Indeed, a 2013 report linked sepsis to significantly higher mortality risk over 5 years, after accounting for comorbidities. Postsepsis patients were 13 times more likely to die over the first year after hospitalization than counterparts who didn’t have sepsis (BMJ Open. 2014;4:e004283).
For the new study, Dr. Taylor said, “we aimed to evaluate current care practices with the hope to identify a postsepsis management strategy that could help nudge these patients towards a more meaningful recovery.”
The researchers retrospectively tracked a random sample of 100 patients (median age, 63 years), who were discharged following an admission for sepsis in 2017. They were treated at eight acute care hospitals in western and central North Carolina and hospitalized for a median of 5 days; 75 were discharged to home (17 received home health services there), 17 went to skilled nursing or long-term care facilities, and 8 went to hospice or another location.
The researchers analyzed whether the patients received four kinds of postsepsis care within 90 days, as recommended by a 2018 review: screening for common functional impairments (53/100 patients received this screening); adjustment of medications as needed following discharge (53/100 patients); monitoring for common and preventable causes for health deterioration, such as infection, chronic lung disease, or heart failure exacerbation (37/100); and assessment for palliative care (25/100 patients) (JAMA. 2018;319[1]:62-75).

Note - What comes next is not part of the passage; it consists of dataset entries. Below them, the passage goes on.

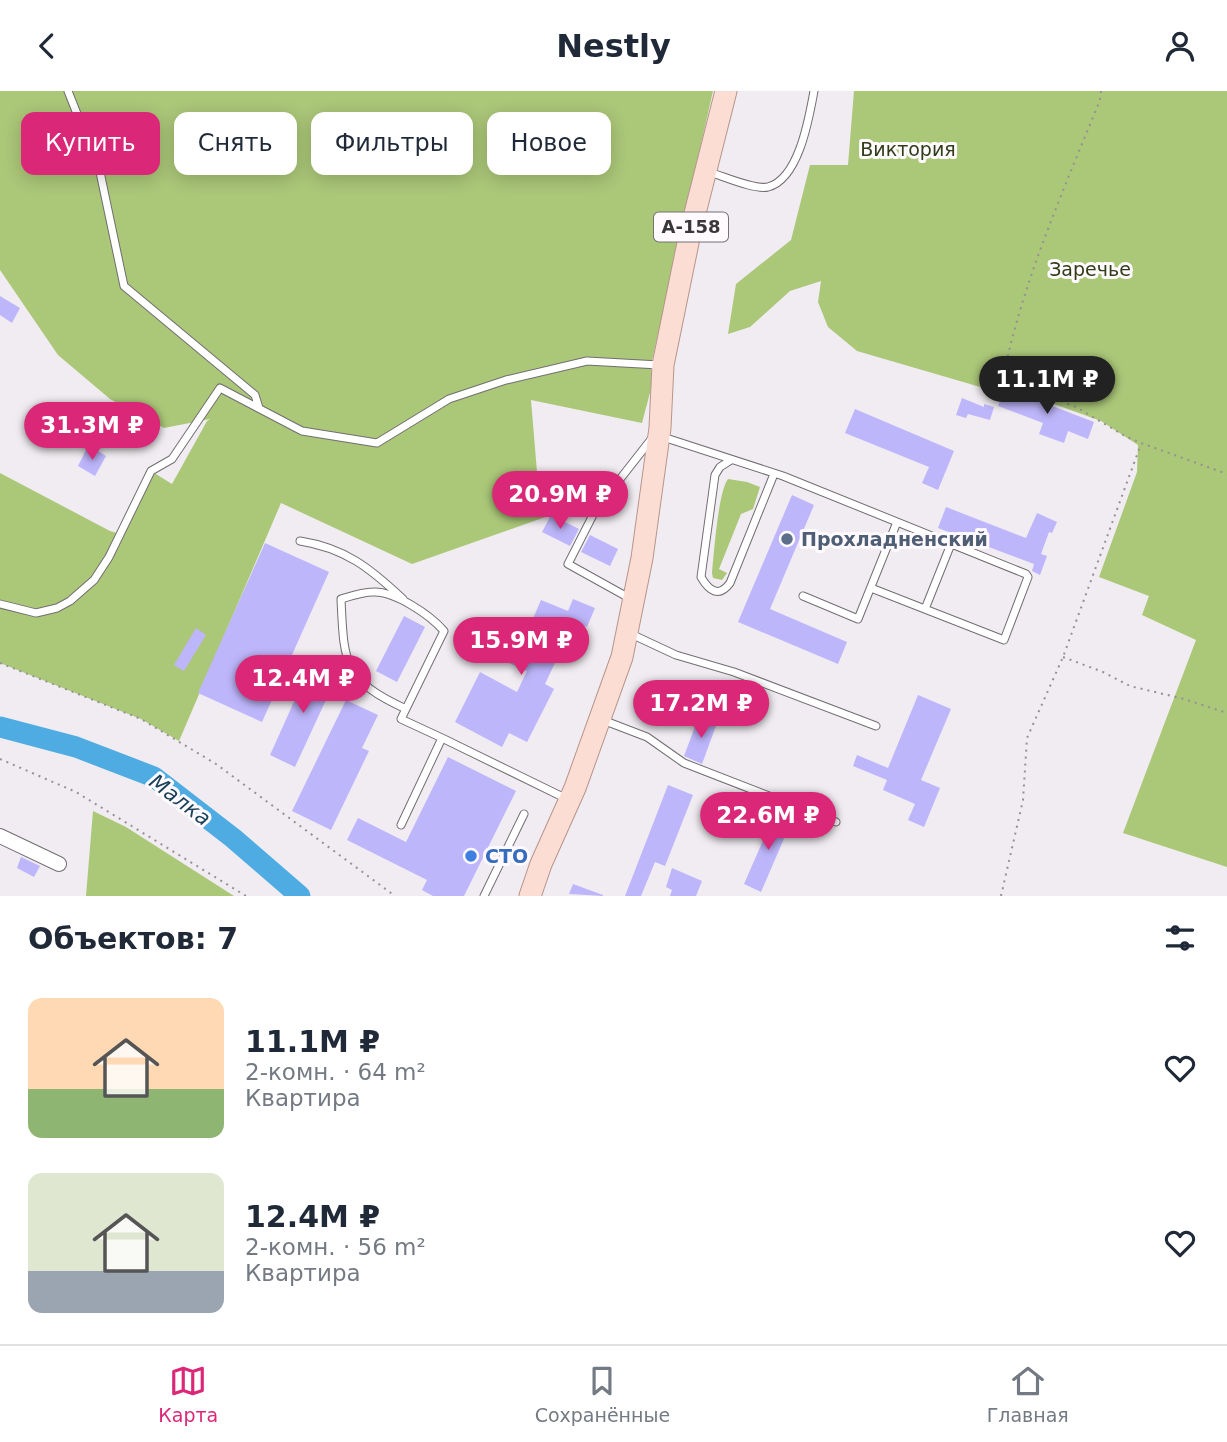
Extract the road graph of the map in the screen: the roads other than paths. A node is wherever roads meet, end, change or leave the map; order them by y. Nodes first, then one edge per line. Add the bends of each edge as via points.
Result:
1 (68, 91) edge
2 (726, 91) edge
3 (814, 91) edge
4 (705, 170) junction
5 (663, 365) junction
6 (259, 408) junction
7 (659, 432) junction
8 (731, 460) junction
9 (774, 474) junction
10 (897, 522) junction
11 (299, 541) dead end
12 (951, 544) junction
13 (870, 588) junction
14 (803, 596) dead end
15 (634, 600) junction
16 (406, 601) junction
17 (0, 604) edge
18 (925, 609) junction
19 (627, 632) junction
20 (406, 709) junction
21 (600, 719) junction
22 (876, 726) dead end
23 (442, 739) junction
24 (569, 800) junction
25 (524, 814) dead end
26 (836, 822) dead end
27 (401, 825) dead end
28 (0, 836) edge
29 (59, 864) dead end
30 (541, 864) junction
31 (484, 896) edge
32 (518, 896) edge
33 (530, 896) edge

1 - 6 lane via 100,172 124,286 255,395
2 - 4 main road, А-158
3 - 4 lane via 789,174 768,187
4 - 5 main road, А-158
5 - 6 lane via 587,361 506,380 449,399 377,443 302,431
5 - 7 main road, А-158
6 - 17 lane via 220,388 172,459 151,471 109,557 94,580 70,601 37,613
7 - 8 lane via 684,446
7 - 15 main road, А-158
7 - 15 lane via 595,510 568,564
8 - 9 lane
8 - 9 lane via 715,475 701,577 708,589 717,592 730,583
9 - 10 lane
10 - 12 lane
10 - 13 lane
11 - 16 lane via 325,545 359,561
12 - 18 lane
12 - 18 lane via 1026,574 1026,585 1004,640
13 - 14 lane via 858,618
13 - 18 lane
15 - 19 main road, А-158
16 - 20 lane via 444,631
16 - 20 lane via 375,591 341,599 343,642 350,668 368,688
19 - 21 main road, А-158
19 - 22 lane via 676,655
20 - 23 lane via 401,719
21 - 24 main road, А-158
21 - 26 lane via 647,737 684,763
23 - 24 lane
23 - 27 lane
24 - 30 main road, А-158
25 - 31 lane
28 - 29 street
30 - 32 main road, А-158
30 - 33 main road, А-158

Within 90 days of discharge, 34 patients were readmitted and 17 died. The 32 patients who received at least two recommended kinds of postsepsis care were less likely to be readmitted or die (9/32) than those who got zero or one recommended kind of care (34/68; odds ratio, 0.26; 95% confidence ratio, 0.09-0.82).
In an interview, study coauthor Marc Kowalkowski, PhD, associate professor with Atrium Health’s Center for Outcomes Research and Evaluation, said he was hesitant to only allocate blame to hospitals or outpatient providers. “Transition out of the hospital is an extremely complex event, involving often fragmented care settings, and sepsis patients tend to be more complicated than other patients. It probably makes sense to provide an added layer of support during the transition out of the hospital for patients who are at high risk for poor outcomes.”
Overall, the findings are “a call for clinicians to realize sepsis is more than just an acute illness. The combination of a growing number of sepsis survivors and the increased health problems following an episode of sepsis creates an urgent public health challenge,” Dr. Taylor said.
Is more home health an important part of a solution? It may be helpful, Dr. Taylor said, but “our data suggest that there really needs to be better coordination to bridge between the inpatient and outpatient transition. We are currently conducting a randomized study to investigate whether these types of care processes can be delivered effectively through a nurse navigator to improve patient outcomes.”
Fortunately, she said, the findings suggest “we don’t have to reinvent the wheel. We just have to work on implementation of strategies for care processes that we are already familiar with.”
No funding was reported. None of the study authors reported relevant disclosures.